Fabián no se quería ir, y tampoco tenía a dónde. Así que una noche en la que él no apareció, Angela juntó todas sus cosas, y se fue a la casa de la madre. Volver y no encontrarla, para Fabián fue una señal de que había llegado a un punto de no retorno en su adicción. Pero, en vez de tratarla, se sumió en una depresión todavía más grande. Para ella era un dolor tremendo saber que estaba tan mal, pero lo había decidido: no podía hundirse con él.

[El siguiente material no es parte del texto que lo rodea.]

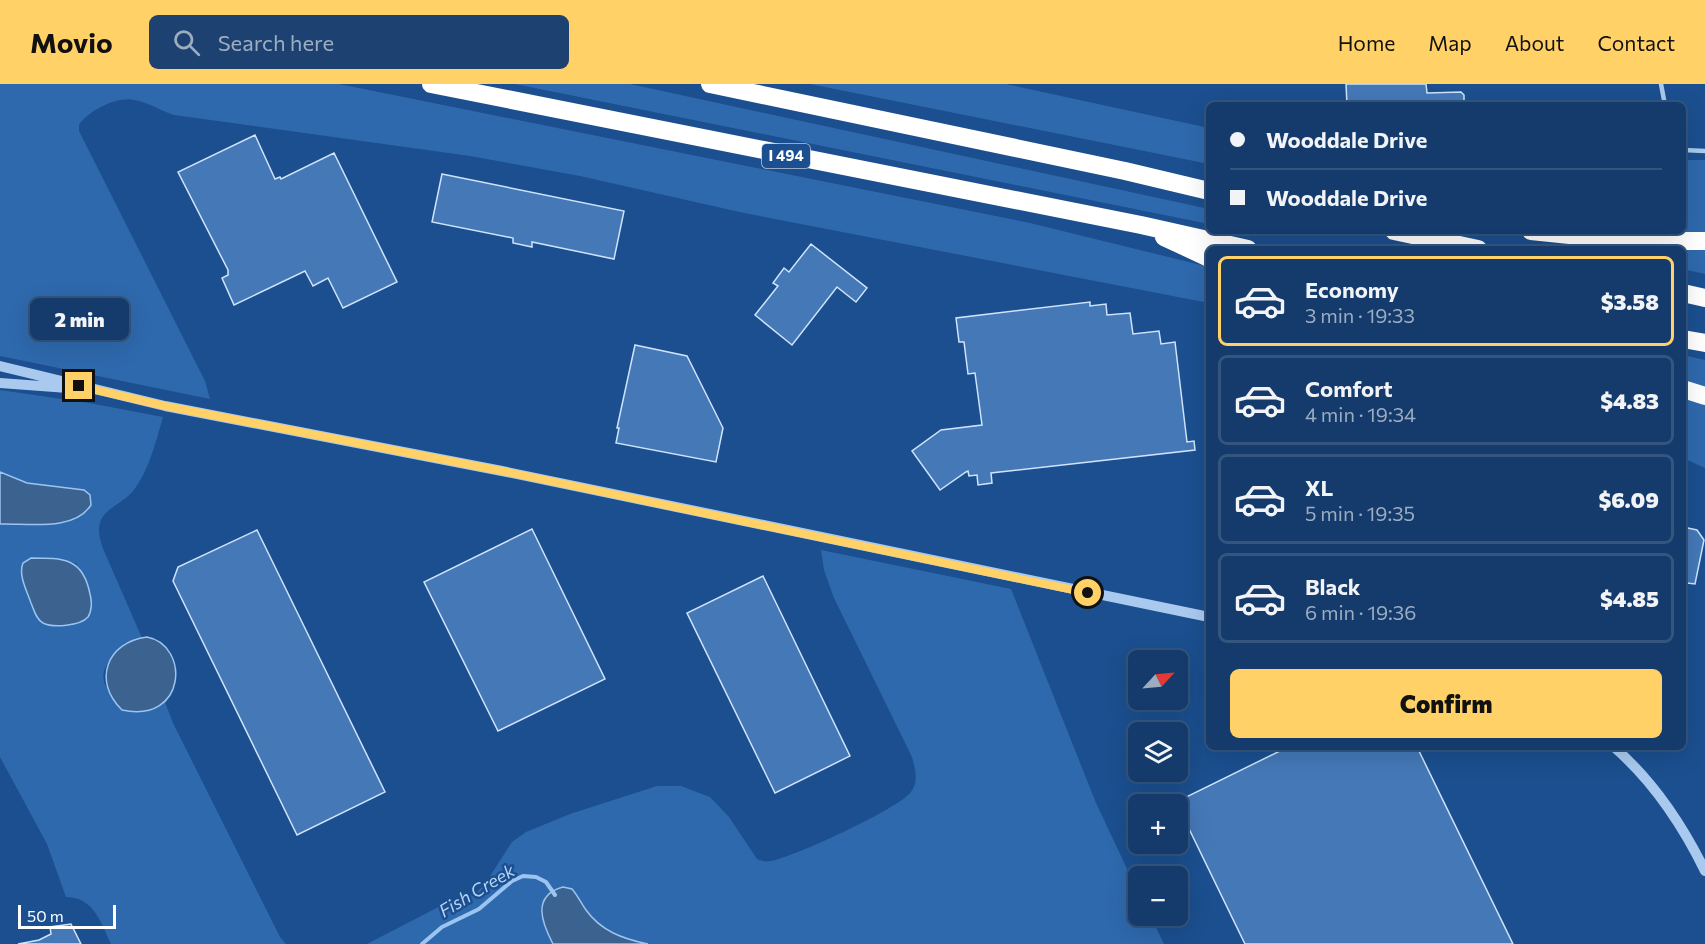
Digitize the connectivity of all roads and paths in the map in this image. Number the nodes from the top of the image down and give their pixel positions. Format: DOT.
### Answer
graph roads {
  1 [pos="431,84"];
  2 [pos="710,84"];
  3 [pos="1661,84"];
  4 [pos="1664,102"];
  5 [pos="1686,150"];
  6 [pos="1705,151"];
  7 [pos="1176,184"];
  8 [pos="1206,186"];
  9 [pos="1206,190"];
  10 [pos="1141,225"];
  11 [pos="1408,234"];
  12 [pos="1561,234"];
  13 [pos="1705,241"];
  14 [pos="1235,246"];
  15 [pos="1464,246"];
  16 [pos="1206,257"];
  17 [pos="1686,294"];
  18 [pos="1705,298"];
  19 [pos="1686,340"];
  20 [pos="1705,343"];
  21 [pos="0,366"];
  22 [pos="0,383"];
  23 [pos="1686,390"];
  24 [pos="99,391"];
  25 [pos="1705,396"];
  26 [pos="1206,616"];
  27 [pos="1617,750"];
  28 [pos="1705,871"];
  1 -- 10 [label="highway, I 494"];
  2 -- 7 [label="highway"];
  3 -- 4 [label="lane"];
  5 -- 6 [label="lane"];
  7 -- 8 [label="highway"];
  7 -- 9 [label="highway"];
  10 -- 14 [label="highway, I 494"];
  10 -- 16 [label="highway"];
  11 -- 15 [label="highway"];
  12 -- 13 [label="highway"];
  17 -- 18 [label="highway"];
  19 -- 20 [label="highway"];
  21 -- 24 [label="street"];
  22 -- 24 [label="street"];
  23 -- 25 [label="highway"];
  24 -- 26 [label="street"];
  27 -- 28 [label="street"];
}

Con los años, Angela permaneció en el recuerdo de Fabián como esa mujer perfecta y perfumada a la que había dejado ir. No podía olvidarla, la seguía queriendo. Ella hizo su vida; tampoco lo olvidó, pero salió adelante. Se casó con otro hombre, tuvo una hija, Lara, y siguió trabajando por horas, aunque cada vez menos.

Para poder visitarlo en su casa, ella le decía al marido que estaba limpiando las de otros. Pero el engaño tenía un punto flojo: si trabajaba tanto, ¿por qué no volvía con plata? Angela le planteó entonces a Fabián el problema, ya no podían seguir viéndose. “Y entonces se me ocurrió una idea –recuerda él–: ‘Yo te doy lo que corresponda a las horas que te quedes’, le dije”. Enseguida se dieron cuenta de lo que implicaba, “Era como si me pagara por sexo”, dice ella.

Pero la idea no sólo era buena: los excitaba. En vez de pagarle a las desconocidas que levantaba en Constitución, ahora le pagaba a Angela. “Ese giro de ser su puta me encantaba. Ya no tenía que competir con nadie, ahora Fabi valoraba en serio estar conmigo. Incluso estaba dispuesto a pagar para hacerlo”, reflexiona ella con algo de pudor.